April is National Poetry Month, and
Julie Fogliano’s When Green Becomes
Tomatoes: Poems for All Seasons, with pictures by Julie Morstad, is a
book of poems that makes you stop and read each one twice. They are joyful,
childlike, and reflect the agonizing wait for sunshine to appear after a long
winter.
Each poem is marked with a date.

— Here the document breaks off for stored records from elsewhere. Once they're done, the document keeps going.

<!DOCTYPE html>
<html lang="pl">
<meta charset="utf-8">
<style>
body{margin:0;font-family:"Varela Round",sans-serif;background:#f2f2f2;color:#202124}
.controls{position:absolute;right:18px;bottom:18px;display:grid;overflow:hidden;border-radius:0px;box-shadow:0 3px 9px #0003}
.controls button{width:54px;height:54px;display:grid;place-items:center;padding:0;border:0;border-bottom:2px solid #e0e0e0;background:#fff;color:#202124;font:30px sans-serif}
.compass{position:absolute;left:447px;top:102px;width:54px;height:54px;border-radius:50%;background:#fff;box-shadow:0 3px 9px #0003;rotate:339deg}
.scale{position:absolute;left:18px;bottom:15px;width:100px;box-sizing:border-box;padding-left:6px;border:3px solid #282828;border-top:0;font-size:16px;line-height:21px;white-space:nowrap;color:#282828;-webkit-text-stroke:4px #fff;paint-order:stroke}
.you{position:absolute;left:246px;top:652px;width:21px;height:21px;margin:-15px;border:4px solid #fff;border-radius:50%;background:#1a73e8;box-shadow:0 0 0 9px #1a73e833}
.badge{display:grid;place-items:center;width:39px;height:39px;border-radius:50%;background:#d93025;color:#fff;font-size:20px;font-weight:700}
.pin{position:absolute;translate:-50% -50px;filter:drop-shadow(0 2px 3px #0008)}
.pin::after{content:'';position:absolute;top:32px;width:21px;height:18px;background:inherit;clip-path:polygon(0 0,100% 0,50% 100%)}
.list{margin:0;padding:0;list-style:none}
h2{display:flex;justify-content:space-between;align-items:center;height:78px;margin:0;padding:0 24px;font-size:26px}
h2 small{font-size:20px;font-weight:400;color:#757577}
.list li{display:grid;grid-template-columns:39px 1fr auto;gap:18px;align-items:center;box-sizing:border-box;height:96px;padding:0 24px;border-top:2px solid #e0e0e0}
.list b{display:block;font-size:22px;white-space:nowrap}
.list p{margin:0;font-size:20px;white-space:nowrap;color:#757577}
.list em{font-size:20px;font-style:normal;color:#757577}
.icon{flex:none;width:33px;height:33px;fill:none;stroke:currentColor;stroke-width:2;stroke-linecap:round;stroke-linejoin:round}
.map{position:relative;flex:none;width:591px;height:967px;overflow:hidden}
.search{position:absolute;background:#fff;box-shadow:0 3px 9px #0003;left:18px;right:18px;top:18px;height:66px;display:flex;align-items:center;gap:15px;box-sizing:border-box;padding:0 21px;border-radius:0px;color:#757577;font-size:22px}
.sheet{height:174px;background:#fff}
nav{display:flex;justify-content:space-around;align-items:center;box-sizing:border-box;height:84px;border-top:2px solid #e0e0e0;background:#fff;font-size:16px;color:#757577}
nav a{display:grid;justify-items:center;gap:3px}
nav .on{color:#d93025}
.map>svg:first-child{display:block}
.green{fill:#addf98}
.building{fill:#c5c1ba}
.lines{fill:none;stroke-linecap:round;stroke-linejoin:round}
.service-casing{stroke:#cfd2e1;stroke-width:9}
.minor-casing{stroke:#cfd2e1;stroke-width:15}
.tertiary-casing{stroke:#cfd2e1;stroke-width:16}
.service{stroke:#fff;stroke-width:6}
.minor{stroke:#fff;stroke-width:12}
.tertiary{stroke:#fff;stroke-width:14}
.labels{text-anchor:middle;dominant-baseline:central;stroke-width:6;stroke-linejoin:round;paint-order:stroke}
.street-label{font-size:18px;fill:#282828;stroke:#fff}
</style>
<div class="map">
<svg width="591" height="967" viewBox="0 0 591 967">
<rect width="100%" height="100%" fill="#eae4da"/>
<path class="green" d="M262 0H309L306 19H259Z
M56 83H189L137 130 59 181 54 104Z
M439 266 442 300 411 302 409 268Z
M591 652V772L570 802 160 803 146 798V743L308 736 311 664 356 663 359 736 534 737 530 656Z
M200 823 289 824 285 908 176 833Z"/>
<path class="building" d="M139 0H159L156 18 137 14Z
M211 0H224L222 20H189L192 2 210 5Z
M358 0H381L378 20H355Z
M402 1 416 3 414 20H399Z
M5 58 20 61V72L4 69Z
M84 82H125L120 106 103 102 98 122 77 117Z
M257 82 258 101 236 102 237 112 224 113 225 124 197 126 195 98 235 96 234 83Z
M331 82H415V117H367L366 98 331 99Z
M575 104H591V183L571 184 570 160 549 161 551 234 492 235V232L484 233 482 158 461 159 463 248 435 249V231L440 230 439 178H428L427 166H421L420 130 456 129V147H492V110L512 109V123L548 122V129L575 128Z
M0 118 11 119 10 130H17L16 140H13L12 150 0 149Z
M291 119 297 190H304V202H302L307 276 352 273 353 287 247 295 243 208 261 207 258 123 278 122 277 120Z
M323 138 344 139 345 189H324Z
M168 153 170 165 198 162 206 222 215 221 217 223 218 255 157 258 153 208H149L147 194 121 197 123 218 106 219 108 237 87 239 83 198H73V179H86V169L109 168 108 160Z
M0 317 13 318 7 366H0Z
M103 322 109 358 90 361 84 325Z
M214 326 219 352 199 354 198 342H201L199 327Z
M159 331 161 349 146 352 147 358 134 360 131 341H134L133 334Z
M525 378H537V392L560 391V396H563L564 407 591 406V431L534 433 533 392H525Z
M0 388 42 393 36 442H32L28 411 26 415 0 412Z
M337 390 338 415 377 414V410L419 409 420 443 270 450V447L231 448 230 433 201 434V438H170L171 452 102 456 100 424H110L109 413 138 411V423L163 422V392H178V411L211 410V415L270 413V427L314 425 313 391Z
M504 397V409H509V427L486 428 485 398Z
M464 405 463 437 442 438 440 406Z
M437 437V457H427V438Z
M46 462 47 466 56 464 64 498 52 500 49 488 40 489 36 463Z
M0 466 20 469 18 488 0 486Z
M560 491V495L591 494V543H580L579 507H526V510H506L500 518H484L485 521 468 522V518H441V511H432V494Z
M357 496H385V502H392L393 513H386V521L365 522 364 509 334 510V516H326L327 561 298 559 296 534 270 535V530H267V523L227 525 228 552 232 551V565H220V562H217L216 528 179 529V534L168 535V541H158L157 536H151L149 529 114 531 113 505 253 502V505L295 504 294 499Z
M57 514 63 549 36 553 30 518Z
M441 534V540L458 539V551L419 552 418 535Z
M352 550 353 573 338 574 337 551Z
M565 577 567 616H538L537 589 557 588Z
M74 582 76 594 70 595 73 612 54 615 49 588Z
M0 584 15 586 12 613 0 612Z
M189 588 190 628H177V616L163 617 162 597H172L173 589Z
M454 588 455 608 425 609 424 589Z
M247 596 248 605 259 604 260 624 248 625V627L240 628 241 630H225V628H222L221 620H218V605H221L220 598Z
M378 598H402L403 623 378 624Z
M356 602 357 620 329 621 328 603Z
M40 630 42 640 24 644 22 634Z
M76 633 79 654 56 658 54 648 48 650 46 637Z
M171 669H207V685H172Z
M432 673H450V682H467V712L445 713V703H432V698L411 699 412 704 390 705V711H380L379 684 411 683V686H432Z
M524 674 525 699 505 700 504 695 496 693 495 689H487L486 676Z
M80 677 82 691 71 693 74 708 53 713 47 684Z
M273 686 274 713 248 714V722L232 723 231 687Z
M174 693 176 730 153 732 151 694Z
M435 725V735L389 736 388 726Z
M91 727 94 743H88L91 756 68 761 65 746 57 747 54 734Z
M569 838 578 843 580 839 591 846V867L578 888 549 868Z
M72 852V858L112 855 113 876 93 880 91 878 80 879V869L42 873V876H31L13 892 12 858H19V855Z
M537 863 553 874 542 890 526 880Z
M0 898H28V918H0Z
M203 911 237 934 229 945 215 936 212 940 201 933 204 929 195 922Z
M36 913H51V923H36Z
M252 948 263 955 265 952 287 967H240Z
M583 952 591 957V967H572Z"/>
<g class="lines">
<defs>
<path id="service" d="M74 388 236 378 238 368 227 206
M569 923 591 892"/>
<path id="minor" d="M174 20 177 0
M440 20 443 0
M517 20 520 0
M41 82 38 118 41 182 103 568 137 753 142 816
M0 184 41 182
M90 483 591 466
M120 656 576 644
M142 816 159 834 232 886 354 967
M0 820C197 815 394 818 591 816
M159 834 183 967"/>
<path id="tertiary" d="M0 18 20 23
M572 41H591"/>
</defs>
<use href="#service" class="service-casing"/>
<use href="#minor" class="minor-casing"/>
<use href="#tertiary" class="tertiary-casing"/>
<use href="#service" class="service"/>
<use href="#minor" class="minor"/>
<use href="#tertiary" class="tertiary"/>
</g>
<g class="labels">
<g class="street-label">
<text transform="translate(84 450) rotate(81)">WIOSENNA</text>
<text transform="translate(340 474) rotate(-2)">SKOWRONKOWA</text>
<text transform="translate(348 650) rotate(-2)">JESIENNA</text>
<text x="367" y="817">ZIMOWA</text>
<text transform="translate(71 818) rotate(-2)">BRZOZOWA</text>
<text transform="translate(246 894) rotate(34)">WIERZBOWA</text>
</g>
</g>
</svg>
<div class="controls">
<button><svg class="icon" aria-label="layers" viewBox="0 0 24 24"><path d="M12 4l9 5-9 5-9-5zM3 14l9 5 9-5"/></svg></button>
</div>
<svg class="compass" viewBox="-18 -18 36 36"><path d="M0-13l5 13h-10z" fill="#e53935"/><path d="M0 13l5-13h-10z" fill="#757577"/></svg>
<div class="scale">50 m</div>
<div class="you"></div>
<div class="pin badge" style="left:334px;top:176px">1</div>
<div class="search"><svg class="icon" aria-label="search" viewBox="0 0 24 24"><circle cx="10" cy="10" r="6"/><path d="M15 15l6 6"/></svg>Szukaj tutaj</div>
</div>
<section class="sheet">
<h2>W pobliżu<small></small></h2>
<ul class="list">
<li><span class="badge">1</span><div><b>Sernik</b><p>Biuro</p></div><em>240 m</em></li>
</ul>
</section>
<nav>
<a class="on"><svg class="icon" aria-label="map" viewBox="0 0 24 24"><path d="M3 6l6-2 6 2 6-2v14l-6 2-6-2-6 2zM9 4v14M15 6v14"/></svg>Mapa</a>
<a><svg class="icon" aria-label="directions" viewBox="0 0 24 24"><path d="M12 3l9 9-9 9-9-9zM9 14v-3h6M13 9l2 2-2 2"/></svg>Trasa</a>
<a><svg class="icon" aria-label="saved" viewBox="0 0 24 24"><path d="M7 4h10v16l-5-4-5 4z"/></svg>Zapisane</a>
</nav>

For
instance, the poem for April 3 is an accurate depiction of a gray day after
heavy rain.
april 3
today
the sky was too busy sulking to rain
and the sun was exhausted from trying
and everyone
it seemed
had decided
to wear their sadness
on the outside
and even the birds
and all their singing
sounded brokenhearted
inside of all that gray.
When Green Becomes Tomatoes starts
and ends with the same poem on March 20 in the collection of poems categorized
as “Spring.” Spring showers and daffodils gives way to “Summer,” a collection
of poems focused on swimming in cool water, fireflies, and tomatoes on the
vine. “Fall” is filled with leaves falling, pumpkins, and the first hints of
winter. "Winter" arrives in a blanket of white with cozy poems,
only to turn into spring again.
Morstad’s illustrations are so
gorgeous that they would not look out of place framed on a wall. In a style
that is similar to Gyo Fujikawa and Edward Gorey, Morstad’s illustrations are
poetry themselves and bring Fogliano’s poems and the seasons to life.
Enjoy National Poetry Month by
selecting a poem to read from When Green
Becomes Tomatoes, where there is a poem for every season.